**Exercise materials**
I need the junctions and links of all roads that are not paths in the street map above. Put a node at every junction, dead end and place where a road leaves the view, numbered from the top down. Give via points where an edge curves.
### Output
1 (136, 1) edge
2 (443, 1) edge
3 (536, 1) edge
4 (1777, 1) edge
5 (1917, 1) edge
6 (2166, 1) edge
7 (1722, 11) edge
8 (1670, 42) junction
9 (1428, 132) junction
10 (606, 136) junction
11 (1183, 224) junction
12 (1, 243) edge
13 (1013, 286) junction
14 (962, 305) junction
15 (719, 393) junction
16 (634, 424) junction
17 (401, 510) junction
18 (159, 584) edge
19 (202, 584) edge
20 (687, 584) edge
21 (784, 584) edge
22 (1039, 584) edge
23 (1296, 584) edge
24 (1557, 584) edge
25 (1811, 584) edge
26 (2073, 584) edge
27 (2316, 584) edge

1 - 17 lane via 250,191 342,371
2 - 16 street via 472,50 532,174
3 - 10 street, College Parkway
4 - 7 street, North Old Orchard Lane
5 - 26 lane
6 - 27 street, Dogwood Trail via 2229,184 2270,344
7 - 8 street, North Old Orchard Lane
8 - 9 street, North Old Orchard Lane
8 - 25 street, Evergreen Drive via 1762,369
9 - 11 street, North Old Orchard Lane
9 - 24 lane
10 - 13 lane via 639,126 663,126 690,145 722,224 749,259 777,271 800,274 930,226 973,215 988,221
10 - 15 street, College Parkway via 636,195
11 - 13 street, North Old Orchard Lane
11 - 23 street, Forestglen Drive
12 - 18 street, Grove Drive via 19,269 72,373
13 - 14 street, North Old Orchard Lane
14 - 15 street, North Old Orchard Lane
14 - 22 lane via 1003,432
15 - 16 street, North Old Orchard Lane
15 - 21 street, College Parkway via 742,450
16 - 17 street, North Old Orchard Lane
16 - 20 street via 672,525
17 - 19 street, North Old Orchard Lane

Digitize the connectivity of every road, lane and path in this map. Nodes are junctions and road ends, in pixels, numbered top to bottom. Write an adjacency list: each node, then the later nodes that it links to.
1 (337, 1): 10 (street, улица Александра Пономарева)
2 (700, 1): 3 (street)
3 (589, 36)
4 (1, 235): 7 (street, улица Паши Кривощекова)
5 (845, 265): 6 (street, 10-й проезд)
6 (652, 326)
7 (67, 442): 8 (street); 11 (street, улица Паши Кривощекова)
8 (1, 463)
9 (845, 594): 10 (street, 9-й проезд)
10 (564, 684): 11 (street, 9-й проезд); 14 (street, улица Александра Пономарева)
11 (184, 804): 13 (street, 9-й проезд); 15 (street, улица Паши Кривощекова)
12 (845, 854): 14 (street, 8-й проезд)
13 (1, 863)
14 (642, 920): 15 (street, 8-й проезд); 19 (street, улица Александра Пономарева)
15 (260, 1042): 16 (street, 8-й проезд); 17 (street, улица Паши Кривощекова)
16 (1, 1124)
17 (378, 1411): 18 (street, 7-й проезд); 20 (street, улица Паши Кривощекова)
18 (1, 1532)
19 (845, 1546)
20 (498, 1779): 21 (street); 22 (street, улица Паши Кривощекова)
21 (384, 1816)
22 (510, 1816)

**Try it**
Each line of the data must be retyped exactly.

**Result of this task**
I need the junctions and links of all roads that are not paths in the street map above. Put a node at every junction, dead end and place where a road leaves the view, numbered from the top down. Give via points where an edge curves.
### Output
1 (136, 1) edge
2 (443, 1) edge
3 (536, 1) edge
4 (1777, 1) edge
5 (1917, 1) edge
6 (2166, 1) edge
7 (1722, 11) edge
8 (1670, 42) junction
9 (1428, 132) junction
10 (606, 136) junction
11 (1183, 224) junction
12 (1, 243) edge
13 (1013, 286) junction
14 (962, 305) junction
15 (719, 393) junction
16 (634, 424) junction
17 (401, 510) junction
18 (159, 584) edge
19 (202, 584) edge
20 (687, 584) edge
21 (784, 584) edge
22 (1039, 584) edge
23 (1296, 584) edge
24 (1557, 584) edge
25 (1811, 584) edge
26 (2073, 584) edge
27 (2316, 584) edge

1 - 17 lane via 250,191 342,371
2 - 16 street via 472,50 532,174
3 - 10 street, College Parkway
4 - 7 street, North Old Orchard Lane
5 - 26 lane
6 - 27 street, Dogwood Trail via 2229,184 2270,344
7 - 8 street, North Old Orchard Lane
8 - 9 street, North Old Orchard Lane
8 - 25 street, Evergreen Drive via 1762,369
9 - 11 street, North Old Orchard Lane
9 - 24 lane
10 - 13 lane via 639,126 663,126 690,145 722,224 749,259 777,271 800,274 930,226 973,215 988,221
10 - 15 street, College Parkway via 636,195
11 - 13 street, North Old Orchard Lane
11 - 23 street, Forestglen Drive
12 - 18 street, Grove Drive via 19,269 72,373
13 - 14 street, North Old Orchard Lane
14 - 15 street, North Old Orchard Lane
14 - 22 lane via 1003,432
15 - 16 street, North Old Orchard Lane
15 - 21 street, College Parkway via 742,450
16 - 17 street, North Old Orchard Lane
16 - 20 street via 672,525
17 - 19 street, North Old Orchard Lane

Digitize the connectivity of every road, lane and path in this map. Nodes are junctions and road ends, in pixels, numbered top to bottom. Write an adjacency list: each node, then the later nodes that it links to.
1 (337, 1): 10 (street, улица Александра Пономарева)
2 (700, 1): 3 (street)
3 (589, 36)
4 (1, 235): 7 (street, улица Паши Кривощекова)
5 (845, 265): 6 (street, 10-й проезд)
6 (652, 326)
7 (67, 442): 8 (street); 11 (street, улица Паши Кривощекова)
8 (1, 463)
9 (845, 594): 10 (street, 9-й проезд)
10 (564, 684): 11 (street, 9-й проезд); 14 (street, улица Александра Пономарева)
11 (184, 804): 13 (street, 9-й проезд); 15 (street, улица Паши Кривощекова)
12 (845, 854): 14 (street, 8-й проезд)
13 (1, 863)
14 (642, 920): 15 (street, 8-й проезд); 19 (street, улица Александра Пономарева)
15 (260, 1042): 16 (street, 8-й проезд); 17 (street, улица Паши Кривощекова)
16 (1, 1124)
17 (378, 1411): 18 (street, 7-й проезд); 20 (street, улица Паши Кривощекова)
18 (1, 1532)
19 (845, 1546)
20 (498, 1779): 21 (street); 22 (street, улица Паши Кривощекова)
21 (384, 1816)
22 (510, 1816)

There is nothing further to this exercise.